Task prompt: Across the listing, count the lines that include the string "leaves". Give nothing besides the number.

━━━━━━

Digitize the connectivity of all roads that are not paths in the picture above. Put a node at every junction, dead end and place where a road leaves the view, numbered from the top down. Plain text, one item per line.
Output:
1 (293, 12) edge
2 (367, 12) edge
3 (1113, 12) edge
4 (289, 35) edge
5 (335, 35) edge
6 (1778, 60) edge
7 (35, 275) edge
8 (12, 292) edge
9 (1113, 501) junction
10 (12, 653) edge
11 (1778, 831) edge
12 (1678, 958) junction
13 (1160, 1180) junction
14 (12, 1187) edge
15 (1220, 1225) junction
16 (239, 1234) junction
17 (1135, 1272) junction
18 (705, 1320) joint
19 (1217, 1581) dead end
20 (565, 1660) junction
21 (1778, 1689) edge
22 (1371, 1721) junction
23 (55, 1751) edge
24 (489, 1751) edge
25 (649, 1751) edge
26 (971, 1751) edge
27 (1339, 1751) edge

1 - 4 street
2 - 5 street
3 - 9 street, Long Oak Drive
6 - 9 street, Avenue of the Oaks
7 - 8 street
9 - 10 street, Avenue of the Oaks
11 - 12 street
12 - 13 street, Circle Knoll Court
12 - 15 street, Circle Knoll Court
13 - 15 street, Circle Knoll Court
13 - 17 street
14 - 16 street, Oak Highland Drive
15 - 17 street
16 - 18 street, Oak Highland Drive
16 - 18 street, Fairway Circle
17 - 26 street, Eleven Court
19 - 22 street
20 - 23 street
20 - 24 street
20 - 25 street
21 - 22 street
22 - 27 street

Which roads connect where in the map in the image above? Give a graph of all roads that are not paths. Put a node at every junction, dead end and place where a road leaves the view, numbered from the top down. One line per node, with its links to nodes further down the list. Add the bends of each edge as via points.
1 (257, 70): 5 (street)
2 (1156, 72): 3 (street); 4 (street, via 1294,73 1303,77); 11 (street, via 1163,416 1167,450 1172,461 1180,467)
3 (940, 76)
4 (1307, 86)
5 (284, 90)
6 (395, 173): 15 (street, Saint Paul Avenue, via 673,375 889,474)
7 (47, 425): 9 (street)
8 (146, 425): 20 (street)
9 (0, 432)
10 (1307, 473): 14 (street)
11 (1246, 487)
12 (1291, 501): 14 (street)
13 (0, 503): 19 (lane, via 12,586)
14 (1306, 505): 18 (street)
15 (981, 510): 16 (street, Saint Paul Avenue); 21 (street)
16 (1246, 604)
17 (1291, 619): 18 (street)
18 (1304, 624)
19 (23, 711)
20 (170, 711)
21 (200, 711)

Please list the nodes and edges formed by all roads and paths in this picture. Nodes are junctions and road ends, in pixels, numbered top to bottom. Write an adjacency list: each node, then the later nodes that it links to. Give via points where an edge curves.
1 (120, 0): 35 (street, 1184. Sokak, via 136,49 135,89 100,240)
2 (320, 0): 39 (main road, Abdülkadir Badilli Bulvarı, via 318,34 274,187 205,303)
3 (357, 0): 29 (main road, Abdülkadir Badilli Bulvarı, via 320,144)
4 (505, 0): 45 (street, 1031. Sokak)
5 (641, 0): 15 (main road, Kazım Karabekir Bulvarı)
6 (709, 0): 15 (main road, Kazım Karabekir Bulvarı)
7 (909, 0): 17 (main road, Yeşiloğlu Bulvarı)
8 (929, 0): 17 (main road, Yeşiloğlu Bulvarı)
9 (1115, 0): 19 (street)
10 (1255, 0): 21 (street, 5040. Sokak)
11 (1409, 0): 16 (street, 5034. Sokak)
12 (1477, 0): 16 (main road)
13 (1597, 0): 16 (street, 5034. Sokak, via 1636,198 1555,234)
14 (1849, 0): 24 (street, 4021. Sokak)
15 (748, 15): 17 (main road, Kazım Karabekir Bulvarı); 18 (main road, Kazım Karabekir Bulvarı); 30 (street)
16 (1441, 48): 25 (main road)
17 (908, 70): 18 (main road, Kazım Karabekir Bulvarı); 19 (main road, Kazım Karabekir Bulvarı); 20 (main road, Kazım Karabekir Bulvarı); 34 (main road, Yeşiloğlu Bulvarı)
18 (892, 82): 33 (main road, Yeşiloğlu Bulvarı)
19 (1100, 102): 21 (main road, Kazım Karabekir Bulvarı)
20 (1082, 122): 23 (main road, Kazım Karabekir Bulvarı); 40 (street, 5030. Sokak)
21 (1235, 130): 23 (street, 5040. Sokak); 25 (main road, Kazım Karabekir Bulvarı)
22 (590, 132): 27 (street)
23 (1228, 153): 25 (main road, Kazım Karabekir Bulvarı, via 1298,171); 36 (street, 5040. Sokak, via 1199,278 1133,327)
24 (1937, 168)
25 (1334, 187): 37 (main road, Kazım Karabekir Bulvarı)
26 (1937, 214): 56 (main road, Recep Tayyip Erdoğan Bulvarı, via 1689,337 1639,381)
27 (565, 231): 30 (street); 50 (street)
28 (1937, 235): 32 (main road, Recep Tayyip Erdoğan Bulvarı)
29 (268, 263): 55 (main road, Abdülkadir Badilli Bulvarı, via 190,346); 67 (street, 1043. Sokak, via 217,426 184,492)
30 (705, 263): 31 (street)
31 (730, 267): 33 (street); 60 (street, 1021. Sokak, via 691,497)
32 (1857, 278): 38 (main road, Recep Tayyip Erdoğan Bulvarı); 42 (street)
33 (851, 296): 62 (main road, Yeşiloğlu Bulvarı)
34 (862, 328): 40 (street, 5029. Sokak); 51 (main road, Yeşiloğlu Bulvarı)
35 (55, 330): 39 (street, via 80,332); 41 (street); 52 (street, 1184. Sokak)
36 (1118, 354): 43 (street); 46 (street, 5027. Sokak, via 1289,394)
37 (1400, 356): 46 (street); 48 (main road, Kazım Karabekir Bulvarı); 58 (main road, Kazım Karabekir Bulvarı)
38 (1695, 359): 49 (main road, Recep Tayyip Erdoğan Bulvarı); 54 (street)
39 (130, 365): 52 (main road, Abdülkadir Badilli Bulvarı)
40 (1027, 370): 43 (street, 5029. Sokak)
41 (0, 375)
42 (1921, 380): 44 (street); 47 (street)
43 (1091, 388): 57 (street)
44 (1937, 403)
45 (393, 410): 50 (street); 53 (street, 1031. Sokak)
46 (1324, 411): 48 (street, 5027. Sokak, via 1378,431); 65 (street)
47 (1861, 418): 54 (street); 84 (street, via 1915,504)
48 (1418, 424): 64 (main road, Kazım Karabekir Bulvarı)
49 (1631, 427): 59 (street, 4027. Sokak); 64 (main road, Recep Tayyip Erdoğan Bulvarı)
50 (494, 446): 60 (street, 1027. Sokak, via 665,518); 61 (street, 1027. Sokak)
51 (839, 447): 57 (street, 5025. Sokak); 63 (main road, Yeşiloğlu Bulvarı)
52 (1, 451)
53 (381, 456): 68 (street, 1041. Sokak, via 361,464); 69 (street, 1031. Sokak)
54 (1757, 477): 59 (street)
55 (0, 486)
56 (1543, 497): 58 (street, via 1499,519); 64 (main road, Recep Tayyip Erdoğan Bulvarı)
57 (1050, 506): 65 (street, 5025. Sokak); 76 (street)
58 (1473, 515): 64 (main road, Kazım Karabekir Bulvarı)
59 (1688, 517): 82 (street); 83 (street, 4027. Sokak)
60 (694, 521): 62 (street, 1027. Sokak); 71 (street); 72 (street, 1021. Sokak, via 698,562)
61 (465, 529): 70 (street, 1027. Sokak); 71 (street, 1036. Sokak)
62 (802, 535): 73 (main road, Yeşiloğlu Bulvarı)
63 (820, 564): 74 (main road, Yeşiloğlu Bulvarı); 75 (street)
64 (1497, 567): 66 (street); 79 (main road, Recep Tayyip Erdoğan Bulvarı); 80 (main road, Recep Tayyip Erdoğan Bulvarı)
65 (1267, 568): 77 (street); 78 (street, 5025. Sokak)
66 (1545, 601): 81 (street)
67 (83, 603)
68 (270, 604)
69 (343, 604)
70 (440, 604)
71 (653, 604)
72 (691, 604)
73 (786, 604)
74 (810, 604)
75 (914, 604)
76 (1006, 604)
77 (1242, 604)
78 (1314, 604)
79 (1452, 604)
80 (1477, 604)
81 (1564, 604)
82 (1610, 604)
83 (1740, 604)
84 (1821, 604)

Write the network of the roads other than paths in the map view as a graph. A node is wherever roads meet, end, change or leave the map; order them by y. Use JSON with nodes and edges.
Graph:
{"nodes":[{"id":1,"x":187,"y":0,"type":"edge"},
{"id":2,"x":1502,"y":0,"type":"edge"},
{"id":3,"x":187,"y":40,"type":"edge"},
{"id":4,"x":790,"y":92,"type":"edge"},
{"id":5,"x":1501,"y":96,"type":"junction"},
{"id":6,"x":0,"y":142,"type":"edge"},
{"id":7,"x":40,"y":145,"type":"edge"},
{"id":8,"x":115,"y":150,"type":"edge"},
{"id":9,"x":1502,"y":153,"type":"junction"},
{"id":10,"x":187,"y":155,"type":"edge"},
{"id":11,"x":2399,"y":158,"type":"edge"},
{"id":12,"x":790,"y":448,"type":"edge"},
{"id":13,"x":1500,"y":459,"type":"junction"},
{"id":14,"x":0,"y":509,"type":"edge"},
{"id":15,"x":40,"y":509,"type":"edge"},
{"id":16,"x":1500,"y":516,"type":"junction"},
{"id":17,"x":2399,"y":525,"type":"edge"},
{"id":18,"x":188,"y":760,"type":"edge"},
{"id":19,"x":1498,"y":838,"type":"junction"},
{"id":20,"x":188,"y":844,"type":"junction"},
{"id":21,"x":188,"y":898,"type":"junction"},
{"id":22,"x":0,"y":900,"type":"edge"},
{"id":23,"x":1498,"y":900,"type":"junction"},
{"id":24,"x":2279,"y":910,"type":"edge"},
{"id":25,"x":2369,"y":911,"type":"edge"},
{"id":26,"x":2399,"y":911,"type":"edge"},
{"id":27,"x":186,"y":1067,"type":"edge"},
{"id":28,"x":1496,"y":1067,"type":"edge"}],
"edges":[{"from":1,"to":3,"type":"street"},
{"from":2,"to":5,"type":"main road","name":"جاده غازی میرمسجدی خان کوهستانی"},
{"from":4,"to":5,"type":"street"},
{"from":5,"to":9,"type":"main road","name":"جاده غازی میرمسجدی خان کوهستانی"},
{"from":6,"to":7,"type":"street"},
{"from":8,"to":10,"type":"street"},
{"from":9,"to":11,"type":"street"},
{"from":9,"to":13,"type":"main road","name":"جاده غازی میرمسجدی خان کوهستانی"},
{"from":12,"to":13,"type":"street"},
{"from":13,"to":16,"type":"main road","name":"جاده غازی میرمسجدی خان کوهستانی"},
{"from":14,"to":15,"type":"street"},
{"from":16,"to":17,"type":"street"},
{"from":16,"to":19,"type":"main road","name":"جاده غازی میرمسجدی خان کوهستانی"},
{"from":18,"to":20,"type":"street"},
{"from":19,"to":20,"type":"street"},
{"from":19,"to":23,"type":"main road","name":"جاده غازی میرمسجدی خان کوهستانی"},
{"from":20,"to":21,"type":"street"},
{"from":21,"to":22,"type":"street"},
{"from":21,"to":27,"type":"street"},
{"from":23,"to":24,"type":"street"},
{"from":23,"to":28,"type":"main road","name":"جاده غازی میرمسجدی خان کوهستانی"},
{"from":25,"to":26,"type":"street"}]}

━━━━━━

Finished task: 2